▼

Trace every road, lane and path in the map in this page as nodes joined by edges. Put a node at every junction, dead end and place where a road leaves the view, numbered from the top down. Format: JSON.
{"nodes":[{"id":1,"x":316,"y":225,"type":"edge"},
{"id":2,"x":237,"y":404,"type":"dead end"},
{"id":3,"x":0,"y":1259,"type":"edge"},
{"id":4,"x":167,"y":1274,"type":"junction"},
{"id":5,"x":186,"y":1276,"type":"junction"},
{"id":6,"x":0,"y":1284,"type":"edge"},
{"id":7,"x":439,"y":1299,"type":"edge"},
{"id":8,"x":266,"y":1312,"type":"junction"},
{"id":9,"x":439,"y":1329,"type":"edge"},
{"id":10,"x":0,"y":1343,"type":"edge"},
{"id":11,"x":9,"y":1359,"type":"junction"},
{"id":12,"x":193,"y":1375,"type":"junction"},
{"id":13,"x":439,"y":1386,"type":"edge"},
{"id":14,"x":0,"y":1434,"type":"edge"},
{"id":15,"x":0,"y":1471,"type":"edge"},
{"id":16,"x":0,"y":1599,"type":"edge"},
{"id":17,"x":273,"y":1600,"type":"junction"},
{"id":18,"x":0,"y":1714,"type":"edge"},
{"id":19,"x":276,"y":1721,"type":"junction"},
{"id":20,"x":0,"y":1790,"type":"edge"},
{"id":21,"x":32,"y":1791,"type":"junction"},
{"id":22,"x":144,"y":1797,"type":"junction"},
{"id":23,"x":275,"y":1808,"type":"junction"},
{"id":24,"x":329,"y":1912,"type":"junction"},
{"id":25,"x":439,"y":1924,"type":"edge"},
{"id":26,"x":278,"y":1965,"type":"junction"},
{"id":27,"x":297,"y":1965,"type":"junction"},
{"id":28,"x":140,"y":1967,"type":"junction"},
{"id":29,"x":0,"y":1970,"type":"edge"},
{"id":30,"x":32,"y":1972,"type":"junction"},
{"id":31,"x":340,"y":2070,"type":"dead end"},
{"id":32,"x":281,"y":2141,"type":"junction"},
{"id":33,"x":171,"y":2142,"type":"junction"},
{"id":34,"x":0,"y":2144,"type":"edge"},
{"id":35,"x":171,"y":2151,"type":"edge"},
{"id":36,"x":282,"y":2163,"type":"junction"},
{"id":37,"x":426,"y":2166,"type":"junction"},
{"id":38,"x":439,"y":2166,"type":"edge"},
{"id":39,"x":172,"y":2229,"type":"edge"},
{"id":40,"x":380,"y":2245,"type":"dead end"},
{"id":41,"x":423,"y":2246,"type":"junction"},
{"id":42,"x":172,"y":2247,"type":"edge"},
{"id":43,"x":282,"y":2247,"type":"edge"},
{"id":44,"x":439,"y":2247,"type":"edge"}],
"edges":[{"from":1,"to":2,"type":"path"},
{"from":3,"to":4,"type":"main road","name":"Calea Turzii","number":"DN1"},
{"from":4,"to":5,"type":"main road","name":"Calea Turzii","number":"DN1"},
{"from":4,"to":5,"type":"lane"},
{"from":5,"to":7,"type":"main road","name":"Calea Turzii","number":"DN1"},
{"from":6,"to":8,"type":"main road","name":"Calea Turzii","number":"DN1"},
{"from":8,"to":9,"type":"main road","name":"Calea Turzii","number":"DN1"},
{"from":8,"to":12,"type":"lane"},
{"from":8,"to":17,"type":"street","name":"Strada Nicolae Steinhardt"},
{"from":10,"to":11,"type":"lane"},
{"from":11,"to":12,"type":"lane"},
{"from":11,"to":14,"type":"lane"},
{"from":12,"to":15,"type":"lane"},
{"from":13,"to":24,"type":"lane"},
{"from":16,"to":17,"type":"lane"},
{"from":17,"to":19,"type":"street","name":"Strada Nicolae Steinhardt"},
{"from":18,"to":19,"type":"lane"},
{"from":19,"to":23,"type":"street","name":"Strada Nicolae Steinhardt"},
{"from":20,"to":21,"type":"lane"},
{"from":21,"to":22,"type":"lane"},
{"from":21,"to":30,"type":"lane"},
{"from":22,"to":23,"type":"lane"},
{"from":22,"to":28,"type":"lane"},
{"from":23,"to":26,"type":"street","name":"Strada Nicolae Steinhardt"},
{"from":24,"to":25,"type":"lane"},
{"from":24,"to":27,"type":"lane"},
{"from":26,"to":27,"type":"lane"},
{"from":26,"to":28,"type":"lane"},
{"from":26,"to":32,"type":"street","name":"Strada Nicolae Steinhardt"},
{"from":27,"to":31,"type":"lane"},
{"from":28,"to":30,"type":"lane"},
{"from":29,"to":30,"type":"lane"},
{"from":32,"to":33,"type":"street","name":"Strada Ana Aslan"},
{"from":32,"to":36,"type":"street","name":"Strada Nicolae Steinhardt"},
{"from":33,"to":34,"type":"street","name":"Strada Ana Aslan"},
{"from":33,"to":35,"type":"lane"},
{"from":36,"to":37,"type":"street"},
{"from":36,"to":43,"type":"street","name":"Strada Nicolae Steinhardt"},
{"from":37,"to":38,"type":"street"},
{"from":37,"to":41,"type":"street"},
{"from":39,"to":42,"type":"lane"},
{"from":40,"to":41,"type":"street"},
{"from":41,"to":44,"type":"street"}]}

▲

▶ _What this task involves_: Write out every line from the entries where "main" appears.

▶ _Response to the exercise_:
{"from":3,"to":4,"type":"main road","name":"Calea Turzii","number":"DN1"},
{"from":4,"to":5,"type":"main road","name":"Calea Turzii","number":"DN1"},
{"from":5,"to":7,"type":"main road","name":"Calea Turzii","number":"DN1"},
{"from":6,"to":8,"type":"main road","name":"Calea Turzii","number":"DN1"},
{"from":8,"to":9,"type":"main road","name":"Calea Turzii","number":"DN1"},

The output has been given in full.